Le dernier, le programme national de recherche No 58 dont le titre était «collectivités religieuses, état et société» (1), s’est terminé en 2012. Son module No 5, qui s’intéressait à la manière dont les Suisses et les Suissesses se situent par rapport aux religions et à la spiritualité (2) va enfin voir ses résultats paraître en langue française sous une forme étendue. Jusqu’à maintenant, seuls des résumés étaient disponibles online (3). L’ouvrage qui décrit ses résultats de manière plus approfondie est paru en 2014 en langue allemande (5). et il va paraître en langue française aux éditions Labor et Fides dans les jours qui viennent (6). Je trouve juste regrettable que le titre originel (« Religion und Spiritualität in der Ich-Gesellschaft») ait été traduit en («Religion et spiritualité à l’ère de l’ego»). En allemand, le «ich» est le «je». Le traduire par le terme «d’égo» porte indirectement un jugement de valeur négatif sur le «je» en question.
Sur le fond, le constat de ce programme de recherche est intéressant à plusieurs titres:
Les «institutionnels», pratiquants (catholiques et réformés) assidus et aux valeurs très conservatrices, sont clairement minoritaires (17%)
En regroupant 10% de la population, les «séculiers» (indifférents ou antireligieux) sont toujours minoritaires, mais ils sont clairement visibles.
La grande majorité de la population (64%) se définit comme «distanciée». Sans rejeter complètement son appartenance à une institution religieuse, sa pratique est très occasionnelle et la religion a, en fait peu d’importance pour elle.
Il existe une dernière minorité qui devient elle aussi visible, à savoir les personnes «alternatives» qui représentent 9% de la population. On retrouve dans cette catégorie des personnes ayant de très nombreuses approches (bouddhistes, tantriques, yogis, praticien-ne-s du chamanisme et/ou des formes féminines de spiritualité, etc.). Toujours selon cette étude, ce sont les membres de ce groupe qui ont les valeurs les moins conservatrices.

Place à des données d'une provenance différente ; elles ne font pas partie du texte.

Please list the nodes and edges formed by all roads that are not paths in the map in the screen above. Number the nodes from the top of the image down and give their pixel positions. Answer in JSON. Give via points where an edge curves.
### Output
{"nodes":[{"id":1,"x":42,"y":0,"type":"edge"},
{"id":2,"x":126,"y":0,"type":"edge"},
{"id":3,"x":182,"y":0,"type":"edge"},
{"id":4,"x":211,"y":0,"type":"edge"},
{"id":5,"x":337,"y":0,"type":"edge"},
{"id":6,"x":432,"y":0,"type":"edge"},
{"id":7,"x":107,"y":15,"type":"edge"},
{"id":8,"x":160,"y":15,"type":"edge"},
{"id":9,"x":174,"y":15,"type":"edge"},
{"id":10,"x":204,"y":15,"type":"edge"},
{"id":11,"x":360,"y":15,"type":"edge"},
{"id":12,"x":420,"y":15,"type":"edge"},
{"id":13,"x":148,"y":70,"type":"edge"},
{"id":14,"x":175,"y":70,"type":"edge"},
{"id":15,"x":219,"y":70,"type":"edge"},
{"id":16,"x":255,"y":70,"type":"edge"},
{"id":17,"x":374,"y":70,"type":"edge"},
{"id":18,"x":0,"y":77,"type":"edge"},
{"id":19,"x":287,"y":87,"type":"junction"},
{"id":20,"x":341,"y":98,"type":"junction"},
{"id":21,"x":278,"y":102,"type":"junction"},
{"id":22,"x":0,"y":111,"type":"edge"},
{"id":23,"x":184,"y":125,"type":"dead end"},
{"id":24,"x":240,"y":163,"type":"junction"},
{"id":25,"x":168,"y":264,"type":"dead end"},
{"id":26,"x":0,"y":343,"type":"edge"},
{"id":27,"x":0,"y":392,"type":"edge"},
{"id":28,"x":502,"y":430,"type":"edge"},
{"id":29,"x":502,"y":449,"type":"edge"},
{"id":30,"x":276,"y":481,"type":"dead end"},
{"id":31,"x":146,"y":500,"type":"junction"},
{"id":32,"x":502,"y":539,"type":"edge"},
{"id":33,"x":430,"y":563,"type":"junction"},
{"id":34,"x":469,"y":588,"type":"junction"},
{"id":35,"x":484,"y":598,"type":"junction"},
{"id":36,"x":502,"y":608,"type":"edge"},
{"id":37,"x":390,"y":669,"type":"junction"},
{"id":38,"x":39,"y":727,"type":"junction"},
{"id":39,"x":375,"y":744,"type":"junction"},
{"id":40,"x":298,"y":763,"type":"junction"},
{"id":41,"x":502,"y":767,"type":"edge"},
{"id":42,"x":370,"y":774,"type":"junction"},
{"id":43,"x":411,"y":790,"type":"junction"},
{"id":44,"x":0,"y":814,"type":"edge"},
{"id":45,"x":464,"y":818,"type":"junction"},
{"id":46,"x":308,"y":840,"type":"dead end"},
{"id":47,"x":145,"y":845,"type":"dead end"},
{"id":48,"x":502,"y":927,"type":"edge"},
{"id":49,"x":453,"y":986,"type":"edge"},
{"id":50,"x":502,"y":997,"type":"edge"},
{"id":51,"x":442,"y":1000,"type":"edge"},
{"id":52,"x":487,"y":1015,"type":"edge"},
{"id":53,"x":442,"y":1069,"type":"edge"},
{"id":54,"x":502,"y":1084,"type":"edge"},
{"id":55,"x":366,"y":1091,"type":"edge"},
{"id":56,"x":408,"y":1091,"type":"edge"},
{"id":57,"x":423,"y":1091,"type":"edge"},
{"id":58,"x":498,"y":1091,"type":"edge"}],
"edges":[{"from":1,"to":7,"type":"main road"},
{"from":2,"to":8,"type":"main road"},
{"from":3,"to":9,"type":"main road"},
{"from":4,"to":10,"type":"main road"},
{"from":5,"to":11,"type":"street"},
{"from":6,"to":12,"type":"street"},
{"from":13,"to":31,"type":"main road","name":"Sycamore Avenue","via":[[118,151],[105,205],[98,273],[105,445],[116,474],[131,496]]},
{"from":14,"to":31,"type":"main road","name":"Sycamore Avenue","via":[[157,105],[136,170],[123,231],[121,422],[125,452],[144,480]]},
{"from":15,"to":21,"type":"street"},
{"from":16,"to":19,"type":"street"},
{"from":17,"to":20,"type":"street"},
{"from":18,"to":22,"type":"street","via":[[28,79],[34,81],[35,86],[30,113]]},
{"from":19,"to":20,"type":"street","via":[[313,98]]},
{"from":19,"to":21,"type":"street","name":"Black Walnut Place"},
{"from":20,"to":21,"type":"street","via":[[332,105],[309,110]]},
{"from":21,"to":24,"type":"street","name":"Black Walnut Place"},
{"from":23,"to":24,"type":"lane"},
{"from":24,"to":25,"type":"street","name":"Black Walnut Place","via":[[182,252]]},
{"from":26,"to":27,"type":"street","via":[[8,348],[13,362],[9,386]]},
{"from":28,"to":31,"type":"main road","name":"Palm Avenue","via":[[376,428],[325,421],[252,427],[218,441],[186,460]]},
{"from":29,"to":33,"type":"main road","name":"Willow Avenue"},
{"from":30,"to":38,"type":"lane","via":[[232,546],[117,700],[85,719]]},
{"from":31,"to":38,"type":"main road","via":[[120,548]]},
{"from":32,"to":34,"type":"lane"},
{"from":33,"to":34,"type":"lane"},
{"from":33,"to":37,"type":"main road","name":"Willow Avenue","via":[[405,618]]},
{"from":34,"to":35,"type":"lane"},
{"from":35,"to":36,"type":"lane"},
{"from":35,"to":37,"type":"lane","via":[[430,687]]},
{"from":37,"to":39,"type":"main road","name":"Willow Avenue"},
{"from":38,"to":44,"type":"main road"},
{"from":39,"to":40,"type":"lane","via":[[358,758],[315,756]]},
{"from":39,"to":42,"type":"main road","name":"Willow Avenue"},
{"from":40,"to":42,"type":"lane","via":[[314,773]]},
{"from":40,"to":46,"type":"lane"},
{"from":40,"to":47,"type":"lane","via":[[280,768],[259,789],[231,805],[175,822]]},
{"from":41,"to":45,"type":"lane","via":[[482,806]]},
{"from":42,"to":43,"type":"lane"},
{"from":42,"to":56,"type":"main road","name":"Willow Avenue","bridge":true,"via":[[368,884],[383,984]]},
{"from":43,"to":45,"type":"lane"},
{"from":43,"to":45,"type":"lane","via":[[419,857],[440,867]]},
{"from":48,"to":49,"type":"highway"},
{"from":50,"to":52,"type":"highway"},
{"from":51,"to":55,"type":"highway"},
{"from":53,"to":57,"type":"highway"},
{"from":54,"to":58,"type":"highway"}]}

Contrairement à ce que certains avaient prédits, la Suisse du début du 21ème siècle ne s’est pas recentrée autour des phénomènes religieux. Elle n’est pas non plus devenue fortement séculière, même si ce groupe est en nette progression. D’aucuns diront qu’elle est dans un entre deux qui est typiquement suisse.
Avec 64% de distancié-e-s, il est clair que les Suissesses et les Suisses ne font plus confiance, ou, en tout cas, n’ont plus une confiance aveugle, dans les institutions religieuses traditionnelles.
Avec 9% d’alternatif-ve-s, il y a au moins une minorité qui se sent tentée d’expérimenter autre chose qui pourrait mieux lui correspondre. Cette minorité est souvent regardée avec suspicion. Ses pratiques sont soupçonnées de sectarisme, source de nombreux dangers. De toute évidence, le risque est réel et il arrive régulièrement que des groupes soient dénoncés pour des pratiques douteuses. Mais est-ce qu’il est moindre dans les groupes majoritaires? Ca n’est pas parce qu’ils ont pignon sur rue et qu’ils sont fortement implantés depuis des siècles que leurs pratiques sont nécessairement différentes. Sans remonter au Kulturkampf, force est de constater que ce sont ces mêmes groupes qui se sont massivement mobilisés contre l’avortement, qui continuent à vouloir réduire les femmes à l’état de domestiques, qui ont lutté contre le partenariat civil enregistré (et le mariage pour tous en France), contre toute forme d’adoption par les couples hétérosexuels, qui prétendent toujours avoir toute la vérité à eux seuls, etc.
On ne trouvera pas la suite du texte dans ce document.